Meister Eckhart was a medieval Christian mystic whose wisdom powerfully appeals to seekers seven centuries after his death. In the modern era, Eckhart's writings have struck a chord with thinkers as diverse as Heidegger, Merton, Sartre, John Paul II, and the current Dalai Lama. He is the inspiration for the bestselling New Age author Eckhart Tolle's pen name, and his fourteenth-century quotes have become an online sensation. Today a variety of Christians, as well as many Zen Buddhists, Sufi Muslims, Jewish Cabbalists, and various spiritual seekers, all claim Eckhart as their own.
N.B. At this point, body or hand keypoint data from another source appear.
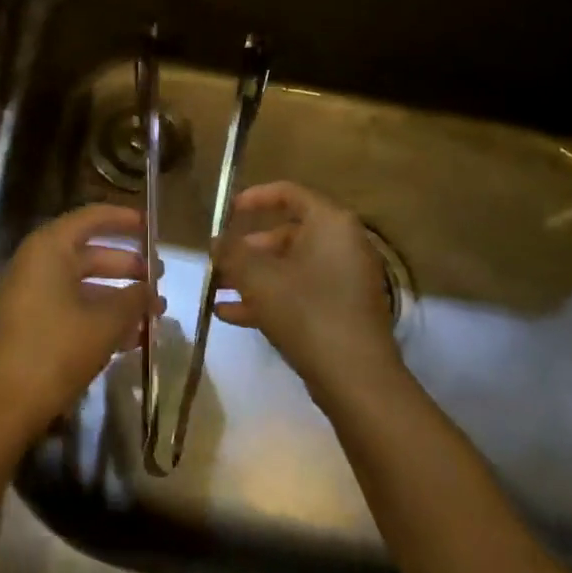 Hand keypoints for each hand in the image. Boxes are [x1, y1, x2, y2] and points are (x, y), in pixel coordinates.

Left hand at [0, 203, 155, 436]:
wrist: (3, 405)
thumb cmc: (56, 349)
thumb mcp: (105, 322)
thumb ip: (133, 299)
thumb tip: (150, 291)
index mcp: (49, 248)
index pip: (92, 218)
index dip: (124, 220)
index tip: (152, 227)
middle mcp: (37, 263)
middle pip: (89, 253)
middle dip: (127, 267)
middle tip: (160, 279)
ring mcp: (30, 295)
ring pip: (83, 285)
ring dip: (118, 297)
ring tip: (154, 314)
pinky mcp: (30, 325)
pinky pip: (72, 308)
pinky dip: (100, 317)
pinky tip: (132, 339)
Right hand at [213, 181, 401, 405]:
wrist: (356, 379)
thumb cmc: (306, 311)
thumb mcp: (257, 277)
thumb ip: (231, 253)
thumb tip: (215, 241)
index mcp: (330, 223)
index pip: (288, 193)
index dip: (253, 198)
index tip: (226, 212)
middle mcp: (343, 244)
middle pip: (287, 233)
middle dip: (247, 248)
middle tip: (219, 260)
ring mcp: (345, 279)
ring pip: (290, 267)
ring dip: (252, 276)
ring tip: (217, 289)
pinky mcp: (342, 310)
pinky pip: (300, 292)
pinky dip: (269, 297)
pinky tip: (230, 314) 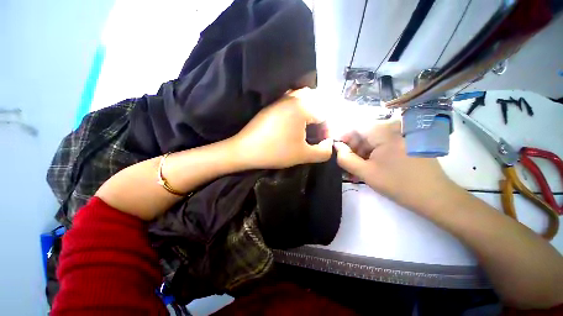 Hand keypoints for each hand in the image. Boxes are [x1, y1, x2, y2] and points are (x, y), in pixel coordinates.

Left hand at [232, 88, 332, 168]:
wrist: (245, 150)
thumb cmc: (276, 152)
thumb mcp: (303, 155)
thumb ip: (323, 152)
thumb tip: (329, 144)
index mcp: (302, 107)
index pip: (325, 114)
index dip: (327, 129)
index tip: (323, 141)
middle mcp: (292, 97)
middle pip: (317, 101)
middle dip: (321, 116)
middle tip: (318, 132)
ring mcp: (280, 100)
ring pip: (304, 98)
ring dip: (310, 110)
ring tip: (309, 127)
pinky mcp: (272, 105)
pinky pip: (291, 101)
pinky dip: (298, 108)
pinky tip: (295, 122)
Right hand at [335, 122, 456, 213]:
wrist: (435, 197)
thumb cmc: (398, 184)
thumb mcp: (366, 173)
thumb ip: (346, 159)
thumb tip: (335, 147)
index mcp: (384, 132)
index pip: (355, 127)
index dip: (342, 138)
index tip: (336, 151)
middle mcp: (393, 128)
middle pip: (363, 134)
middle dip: (352, 149)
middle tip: (345, 164)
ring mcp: (401, 134)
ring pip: (372, 140)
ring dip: (361, 153)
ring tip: (355, 169)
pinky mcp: (405, 142)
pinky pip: (382, 144)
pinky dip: (372, 154)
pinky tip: (368, 167) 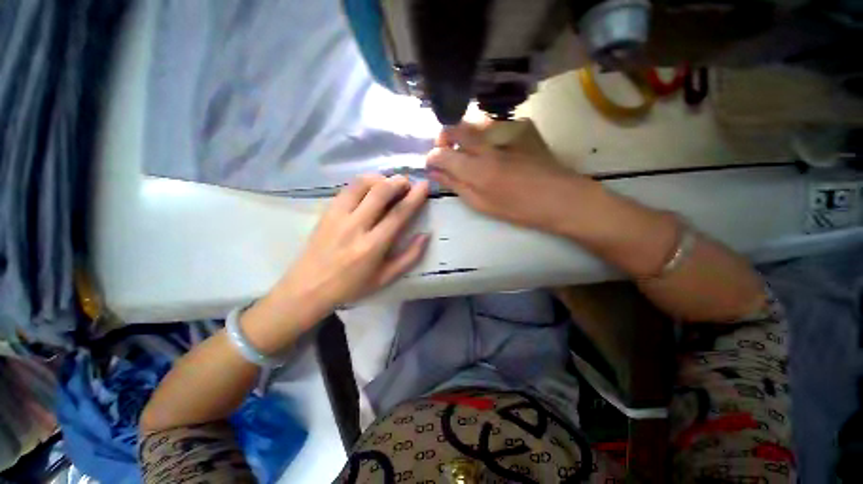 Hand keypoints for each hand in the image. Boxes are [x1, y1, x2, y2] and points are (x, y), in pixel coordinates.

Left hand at [273, 175, 429, 311]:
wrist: (308, 287)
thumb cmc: (351, 286)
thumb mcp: (385, 278)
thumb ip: (409, 257)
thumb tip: (425, 235)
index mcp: (372, 246)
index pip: (398, 214)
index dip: (414, 197)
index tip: (424, 186)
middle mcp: (355, 226)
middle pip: (379, 192)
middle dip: (398, 182)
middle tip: (407, 183)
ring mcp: (337, 216)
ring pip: (361, 184)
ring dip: (380, 178)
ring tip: (389, 184)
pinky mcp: (327, 211)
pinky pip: (347, 188)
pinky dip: (363, 183)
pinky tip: (370, 189)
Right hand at [426, 121, 597, 233]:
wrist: (560, 197)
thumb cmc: (518, 208)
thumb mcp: (482, 204)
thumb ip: (456, 185)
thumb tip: (435, 173)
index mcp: (476, 169)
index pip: (441, 153)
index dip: (432, 158)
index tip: (432, 165)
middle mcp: (486, 144)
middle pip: (454, 128)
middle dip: (443, 139)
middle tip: (446, 154)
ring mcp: (504, 132)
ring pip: (471, 123)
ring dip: (462, 135)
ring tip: (467, 152)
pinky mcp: (519, 128)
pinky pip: (491, 124)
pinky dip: (482, 134)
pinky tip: (490, 149)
Meister Eckhart preached a personal, internal path to God at a time when the Church could not have been more hierarchical and ritualistic. Then and now, Eckhart’s revolutionary method of direct access to ultimate reality offers a profoundly subjective approach that is at once intuitive and pragmatic, philosophical yet non-rational, and, above all, universally accessible. This “dangerous mystic’s” teachings challenge the very nature of religion, yet the man himself never directly challenged the Church.
 
Eckhart was one of the most learned theologians of his day, but he was also a man of the world who had worked as an administrator for his religious order and taught for years at the University of Paris. His personal path from conventional friar to professor to lay preacher culminated in a spiritual philosophy that combined the teachings of an array of pagan and Christian writers, as well as Muslim and Jewish philosophers.  His revolutionary decision to take his approach to the common people garnered him many enthusiastic followers as well as powerful enemies.  After Eckhart’s death and papal censure, many religious women and clerical supporters, known as the Friends of God, kept his legacy alive through the centuries, albeit underground until the master’s dramatic rediscovery by modern Protestants and Catholics.
 
Dangerous Mystic grounds Meister Eckhart in a world that is simultaneously familiar and alien. In the midst of this medieval society, a few decades before the Black Death, Eckhart boldly preached to captivated crowds a timeless method, a “wayless way,” of directly experiencing the divine.